E esse tipo de ataque pode estar funcionando. Muitos dos sites oficiais iranianos estão inacessíveis no momento, ainda que não se saiba ao certo se isso se deva à ação de hackers. De sua parte, o Irã vem empregando tecnologia de filtragem de conteúdo para restringir os sites a que os internautas podem ter acesso.
O incidente no Sistema de Universidades do Oregon, que administra as sete universidades públicas do Estado do Oregon, é apenas um exemplo de um fenômeno que acontece repetidamente sempre que um conflito político irrompe, hoje em dia. A guerra no Iraque, os combates em Israel, a Olimpíada de Pequim e o conflito entre Rússia e Geórgia -todos esses episódios registraram casos de invasões de sites por hackers que desejavam difundir suas mensagens políticas.
Sites invadidos dessa maneira não são visados necessariamente pelas afiliações políticas que apresentem. Em lugar disso, os hackers procuram esses sites devido a vulnerabilidades na segurança de suas redes de computadores. Essas vulnerabilidades podem ser encontradas com facilidade por meio de ferramentas automatizadas criadas por hackers para detectar pontos fracos em códigos de programação de sites da web. Localizar os culpados por esses incidentes em geral é muito difícil, e ocasionalmente impossível, porque é fácil proteger os traços de qualquer ação online. E a menos que os hackers deixem alguma espécie de indicação de que estão associados a grupos criminais mais amplos, a polícia raramente se envolve com muita dedicação.
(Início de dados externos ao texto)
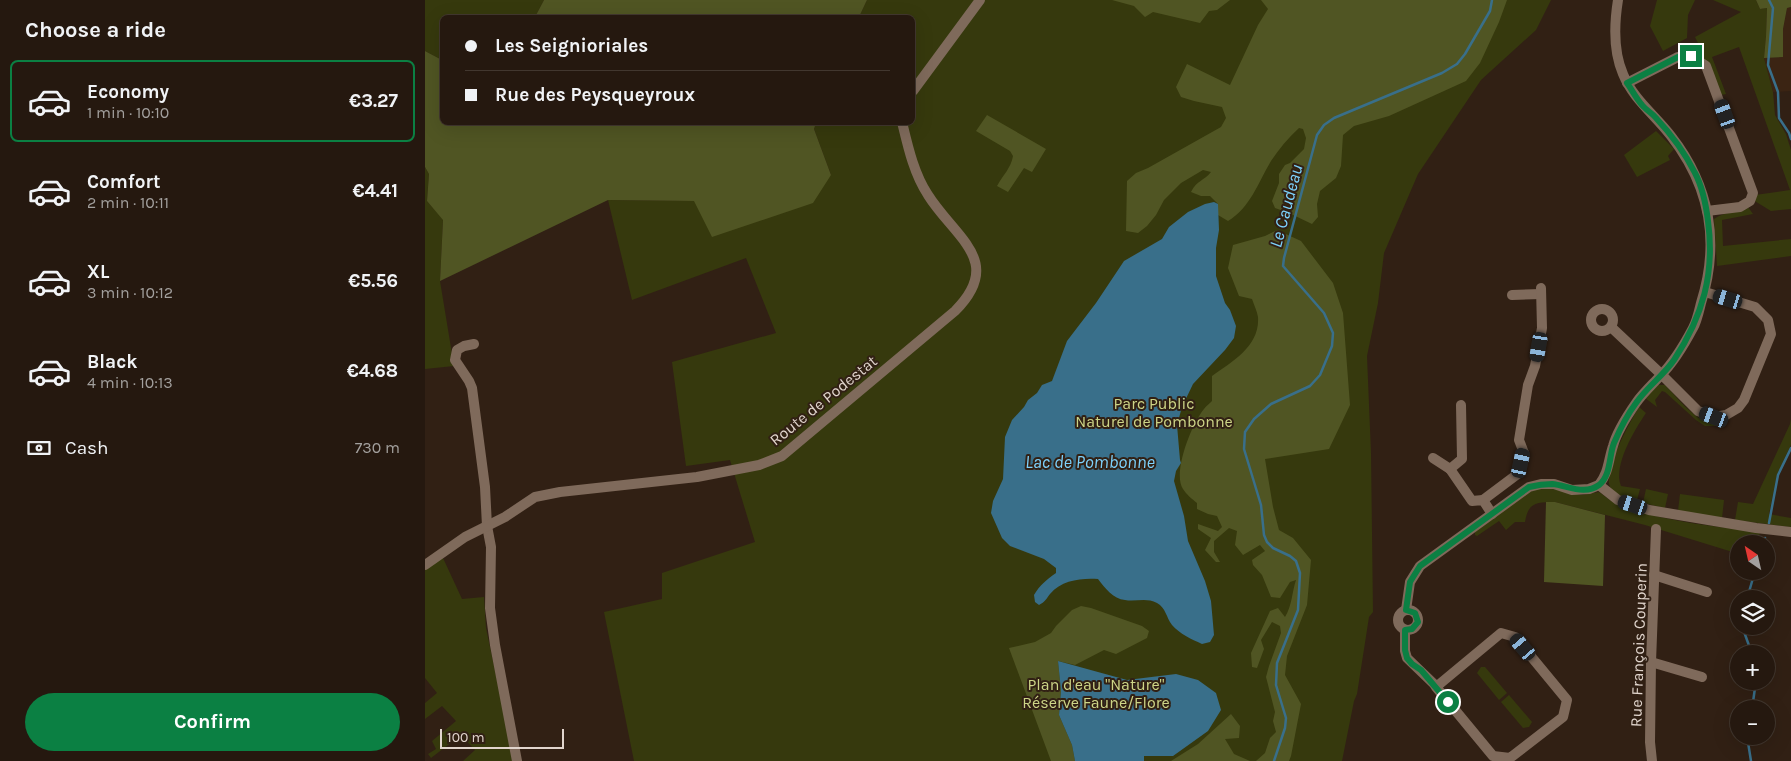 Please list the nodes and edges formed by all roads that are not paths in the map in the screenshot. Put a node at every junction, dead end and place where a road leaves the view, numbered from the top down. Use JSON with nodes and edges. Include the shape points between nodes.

"Mais e mais pessoas começam a presumir que esse tipo de comportamento seja aceitável na internet", disse Cluley. "Se o hacker for inteligente, espero e não fizer besteiras, a chance de que seja apanhado é provavelmente muito baixa".
Diane Saunders, porta-voz do Sistema Universitário do Oregon, disse que a organização está analisando os arquivos de seus servidores em busca de pistas sobre os possíveis responsáveis pela invasão. Ela disse que os hackers conseguiram acesso ao site explorando uma vulnerabilidade em site desenvolvido por terceiros, que acompanha o número de visitantes recebidos pelo site. O problema foi corrigido. Em muitos casos, importantes eventos mundiais oferecem a criminosos virtuais uma grande oportunidade para tentar atrair mais vítimas para trapaças online comuns.
Alan Paller, diretor de pesquisa do Instituto SANS, uma organização de treinamento para segurança na computação, diz que centenas de sites falsos surgem depois de importantes eventos noticiosos, a fim de tentar iludir pessoas e obter dinheiro, dados pessoais ou ambos. Ocasionalmente, esse tipo de trapaça envolve, por exemplo, um falso site da Cruz Vermelha, que solicita doações. Os malfeitores são realmente competentes em produzir sites falsos com aparência que simule sites reais. Também são praticantes incansáveis da publicidade: o volume de spam também dispara depois de eventos noticiosos importantes, quando trapaceiros tentar dirigir usuários a sites que infectarão seus computadores.
Paller diz que a eficiência dessas campanhas "é determinada quase inteiramente pela competência que os piratas demonstrem na exploração de eventos noticiosos", e na criação de manchetes instigantes que convençam usuários a clicar nos links apresentados. Os hackers que conseguiram invadir o Sistema de Universidades do Oregon conseguiram conquistar a atenção dos internautas ¿mesmo que por apenas 90 minutos.